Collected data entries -
==============================

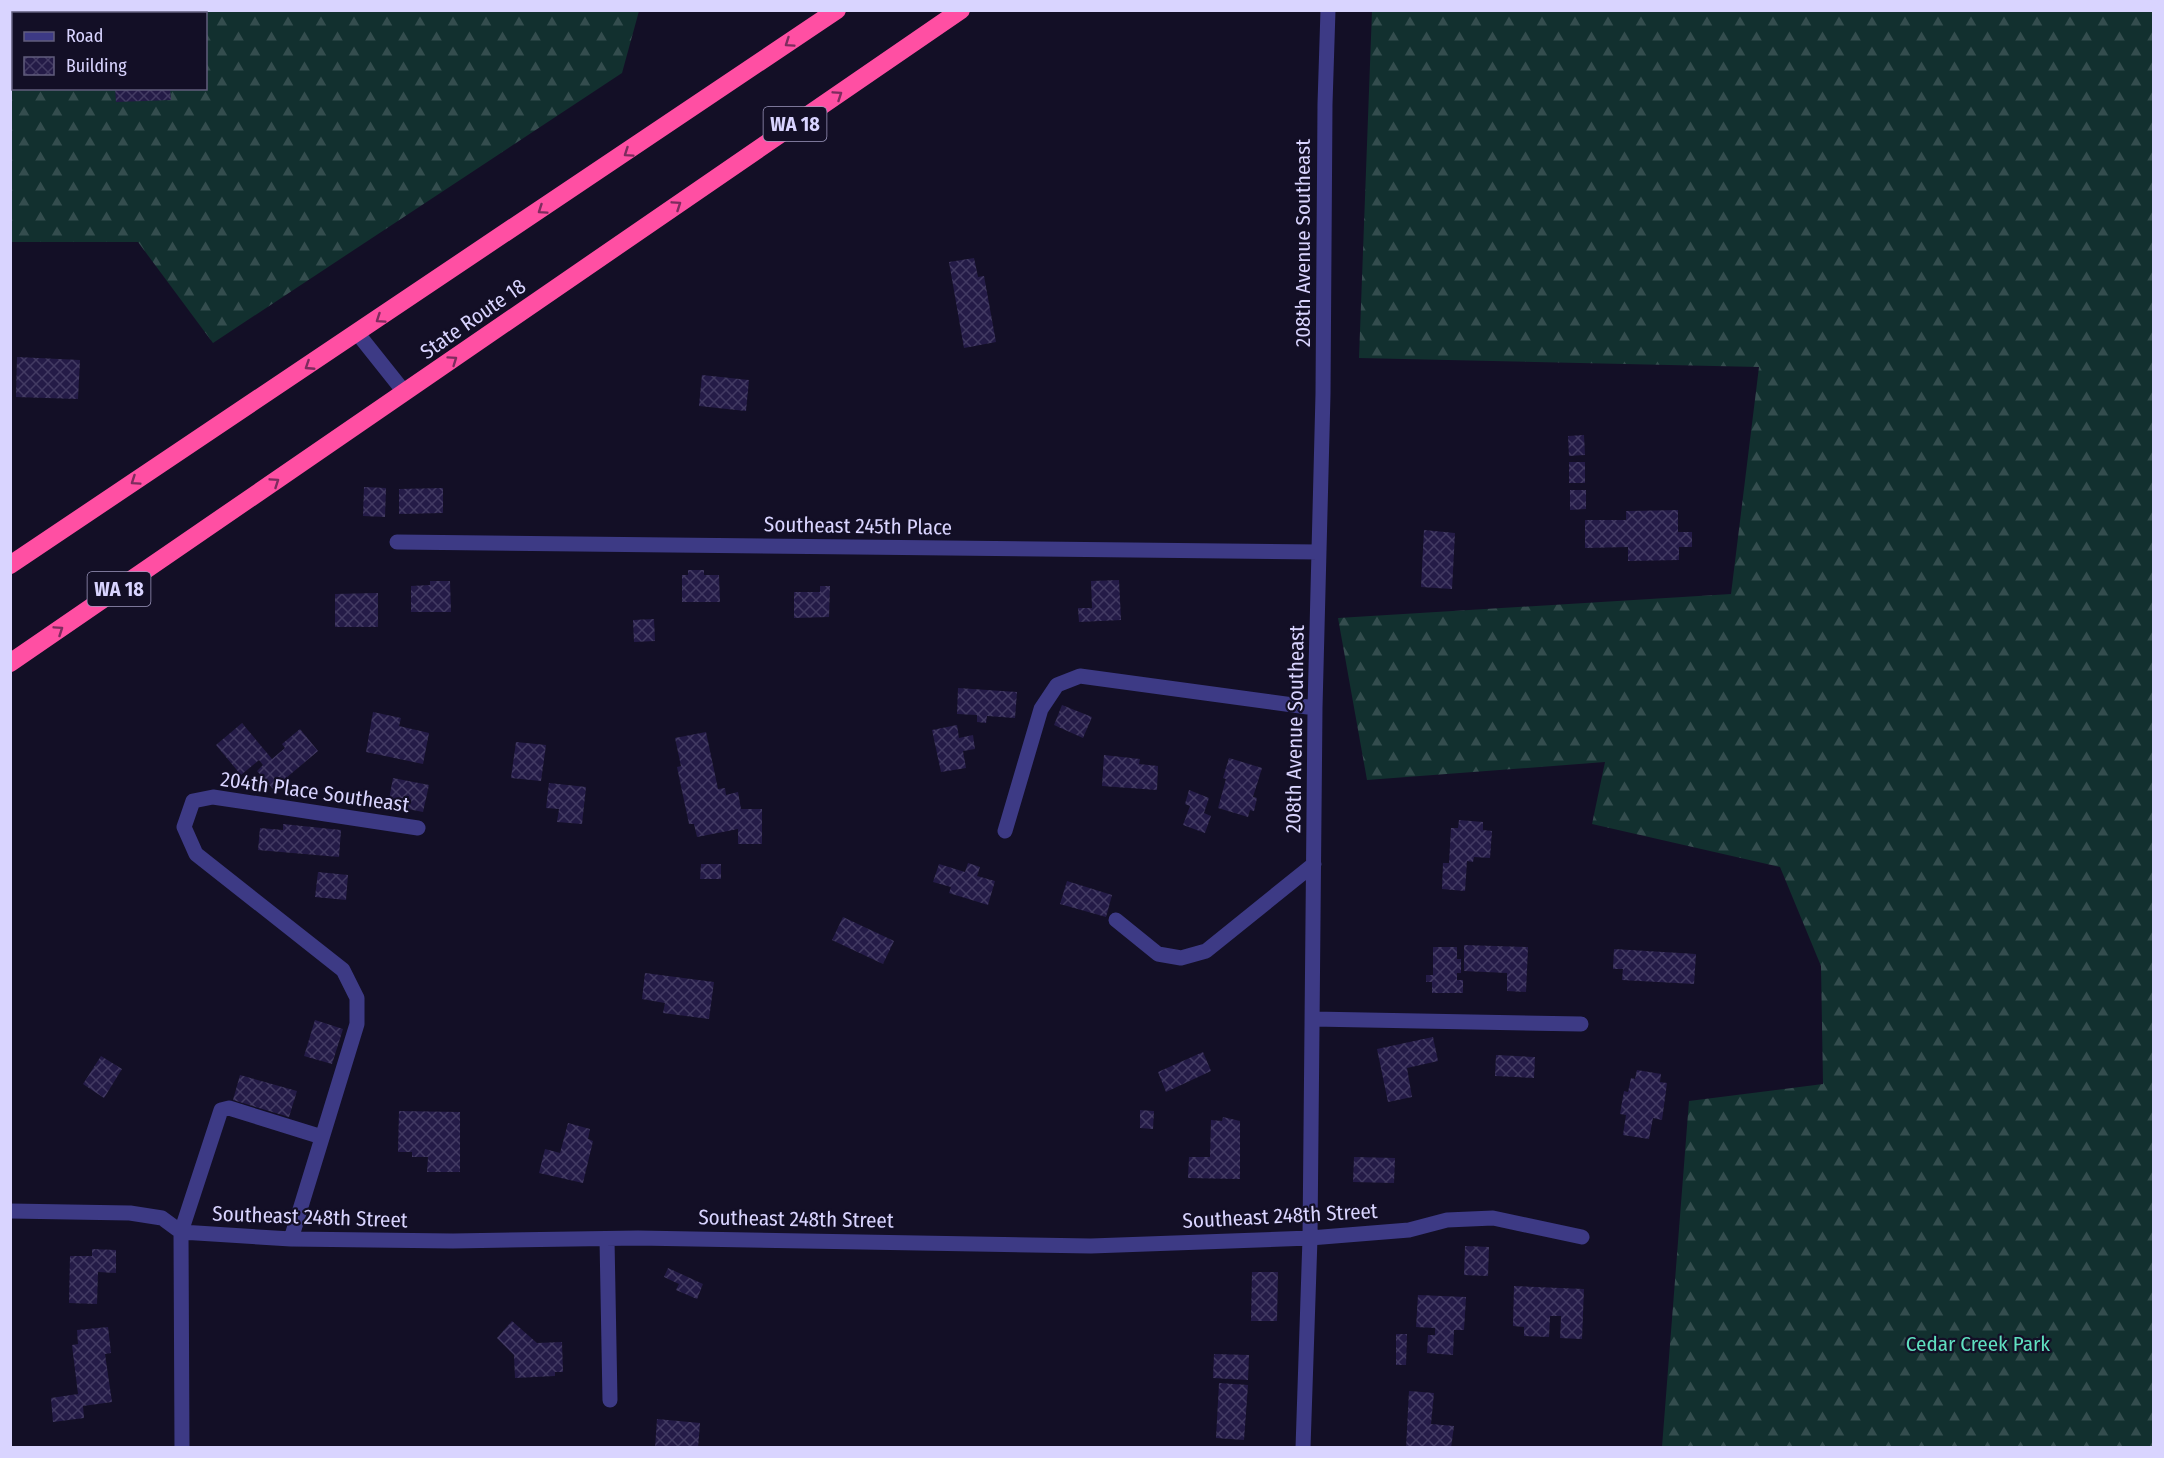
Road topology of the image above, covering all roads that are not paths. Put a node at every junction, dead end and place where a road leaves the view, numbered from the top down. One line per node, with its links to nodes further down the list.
1 (837, 10): 4 (highway, one-way to 4)
2 (961, 10): 5 (highway, State Route 18 / WA 18, one-way to 2)
3 (1328, 10): 7 (street, 208th Avenue Southeast)
4 (358, 334): 5 (street); 8 (highway, one-way to 8)
5 (405, 393): 9 (highway, State Route 18 / WA 18, one-way to 5)
6 (397, 542): 7 (street, Southeast 245th Place)
7 (1319, 552): 10 (street, 208th Avenue Southeast)
8 (10, 565)
9 (10, 663)
10 (1315, 708): 12 (street); 13 (street, 208th Avenue Southeast)
11 (418, 828): 17 (street, 204th Place Southeast)
12 (1005, 831)
13 (1314, 864): 14 (street); 15 (street, 208th Avenue Southeast)
14 (1116, 920)
15 (1312, 1019): 16 (street); 21 (street, 208th Avenue Southeast)
16 (1581, 1024)
17 (322, 1137): 19 (street); 22 (street, 204th Place Southeast)
18 (10, 1211): 19 (street, Southeast 248th Street)
19 (181, 1232): 22 (street, Southeast 248th Street); 25 (street)
20 (1582, 1237): 21 (street, Southeast 248th Street)
21 (1310, 1238): 23 (street, Southeast 248th Street); 26 (street, 208th Avenue Southeast)
22 (291, 1239): 23 (street, Southeast 248th Street)
23 (607, 1239): 24 (street)
24 (610, 1400)
25 (182, 1448)
26 (1303, 1448)

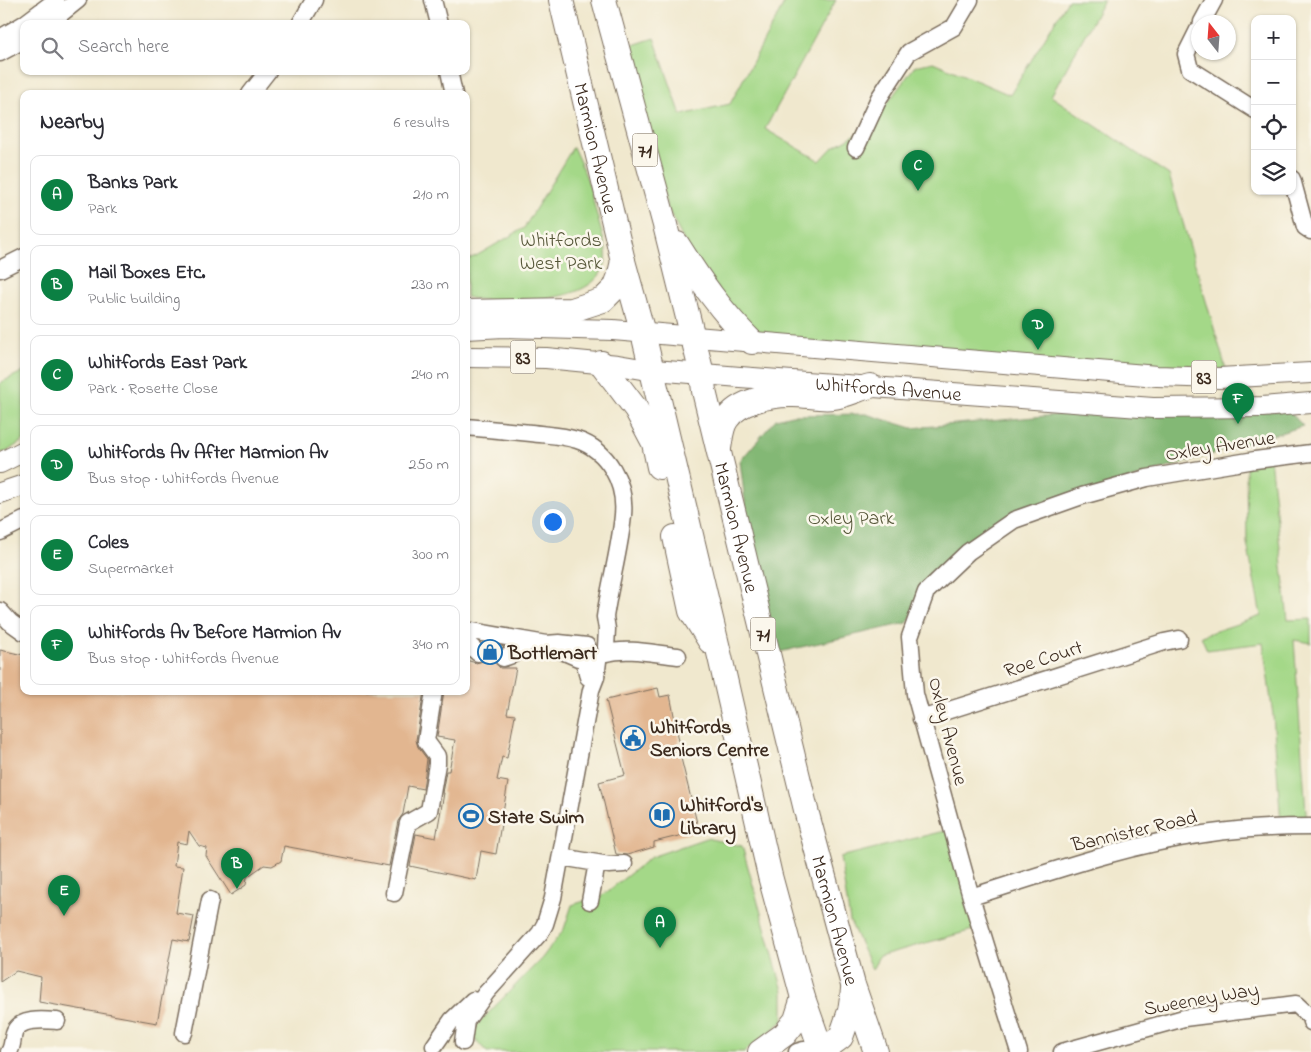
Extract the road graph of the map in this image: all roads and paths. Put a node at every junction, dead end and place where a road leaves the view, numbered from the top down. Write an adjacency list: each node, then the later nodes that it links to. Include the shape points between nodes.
1 (56, 0): 10 (street)
2 (78, 0): 11 (street)
3 (314, 0): 12 (street)
4 (433, 0): 13 (street)
5 (561, 0): 29 (highway, Marmion Avenue)
6 (604, 0): 26 (highway, Marmion Avenue / 71)
7 (970, 0): 24 (street, via 954,27 909,52 879,98)
8 (1214, 0): 9 (street)
9 (1206, 15)
10 (29, 20)
11 (53, 20)
12 (302, 20)
13 (437, 20)
14 (20, 26): 15 (street)
15 (0, 38)
16 (20, 42): 18 (street)
17 (1191, 44): 23 (street, via 1186,54 1190,69)
18 (0, 53)
19 (265, 75): 21 (street)
20 (450, 75): 22 (street)
21 (253, 90)
22 (453, 90)
23 (1251, 107)
24 (856, 148)
25 (1296, 194): 27 (street, via 1305,227)
26 (665, 225): 34 (highway, Marmion Avenue / 71); 35 (highway, via 704,288)
27 (1311, 231)
28 (20, 259): 30 (street)
29 (623, 261): 31 (highway, via 616,288 603,300 572,310); 33 (highway, Marmion Avenue)
30 (0, 269)
31 (470, 312)
32 (470, 329): 33 (main road, Whitfords Avenue / 83, via 555,328)
33 (643, 333): 34 (main road, Whitfords Avenue / 83); 38 (highway, Marmion Avenue)
34 (693, 338): 35 (main road, Whitfords Avenue / 83); 40 (highway, Marmion Avenue / 71)
35 (752, 342): 39 (main road, Whitfords Avenue / 83, via 1157,376 1219,378)
36 (470, 357): 37 (main road, Whitfords Avenue / 83, via 546,358)
37 (600, 363): 38 (main road, Whitfords Avenue / 83); 61 (highway, via 636,410 654,443 691,611)
38 (652, 370): 40 (main road, Whitfords Avenue / 83); 61 (highway, Marmion Avenue)
39 (1311, 373)
40 (702, 374): 41 (main road, Whitfords Avenue / 83); 44 (highway, Marmion Avenue / 71)
41 (870, 386): 42 (main road, Whitfords Avenue / 83, via 1153,408); 44 (highway, via 833,397 790,395 764,398 741,406 726,419)
42 (1311, 403)
43 (470, 427): 59 (street, via 577,440 599,454 615,472 623,493 624,514 605,617 597,628)
44 (718, 453): 73 (highway, Marmion Avenue / 71, via 807,814)
45 (1311, 453): 64 (street, Oxley Avenue, via 1147,478 1014,520 968,552 926,592 910,637 915,694)
46 (20, 454): 47 (main road)
47 (0, 463)
48 (20, 486): 49 (main road)
49 (0, 494)
50 (20, 522): 51 (street)
51 (0, 535)
52 (0, 610): 53 (street)
53 (20, 629)
54 (0, 630): 55 (street)
55 (20, 630)
56 (470, 631): 58 (street)
57 (1179, 639): 64 (street, Roe Court)
58 (528, 641): 59 (street, via 559,643); 62 (street, via 512,656)
59 (593, 654): 60 (street, via 634,652); 66 (street, via 591,690)
60 (678, 656)
61 (720, 657): 75 (highway, Marmion Avenue, via 770,876)
62 (503, 658)
63 (433, 695): 69 (street, via 426,741 437,756 438,764 429,811 408,824)
64 (921, 719): 70 (street, Oxley Avenue)
65 (1311, 827): 70 (street, Bannister Road, via 1204,834 1165,841 1107,855)
66 (561, 857): 67 (street); 74 (street, via 545,924)
67 (597, 863): 68 (street); 72 (street)
68 (624, 864)
69 (394, 893)
70 (971, 897): 87 (street, Oxley Avenue)
71 (210, 900): 78 (street)
72 (590, 901)
73 (854, 985): 84 (highway, via 841,1038); 86 (highway, Marmion Avenue / 71)
74 (486, 993): 79 (street, via 466,1022); 80 (street, via 452,1020)
75 (803, 998): 82 (highway, via 796,1020 785,1034); 84 (highway, Marmion Avenue)
76 (57, 1022): 81 (street, via 42,1020 20,1025)
77 (1311, 1022): 88 (street, Sweeney Way, via 1296,1004 1184,1018)
78 (184, 1033)
79 (468, 1047): 80 (street, via 448,1039)
80 (430, 1050)
81 (8, 1052)
82 (760, 1052)
83 (797, 1052): 84 (street)
84 (822, 1052): 85 (highway)
85 (838, 1052)
86 (876, 1052)
87 (1019, 1052)
88 (1062, 1052)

==============================

Lines containing the word "nodes" are to be tallied across the entries above; give only the resulting count.

Result for this task -
2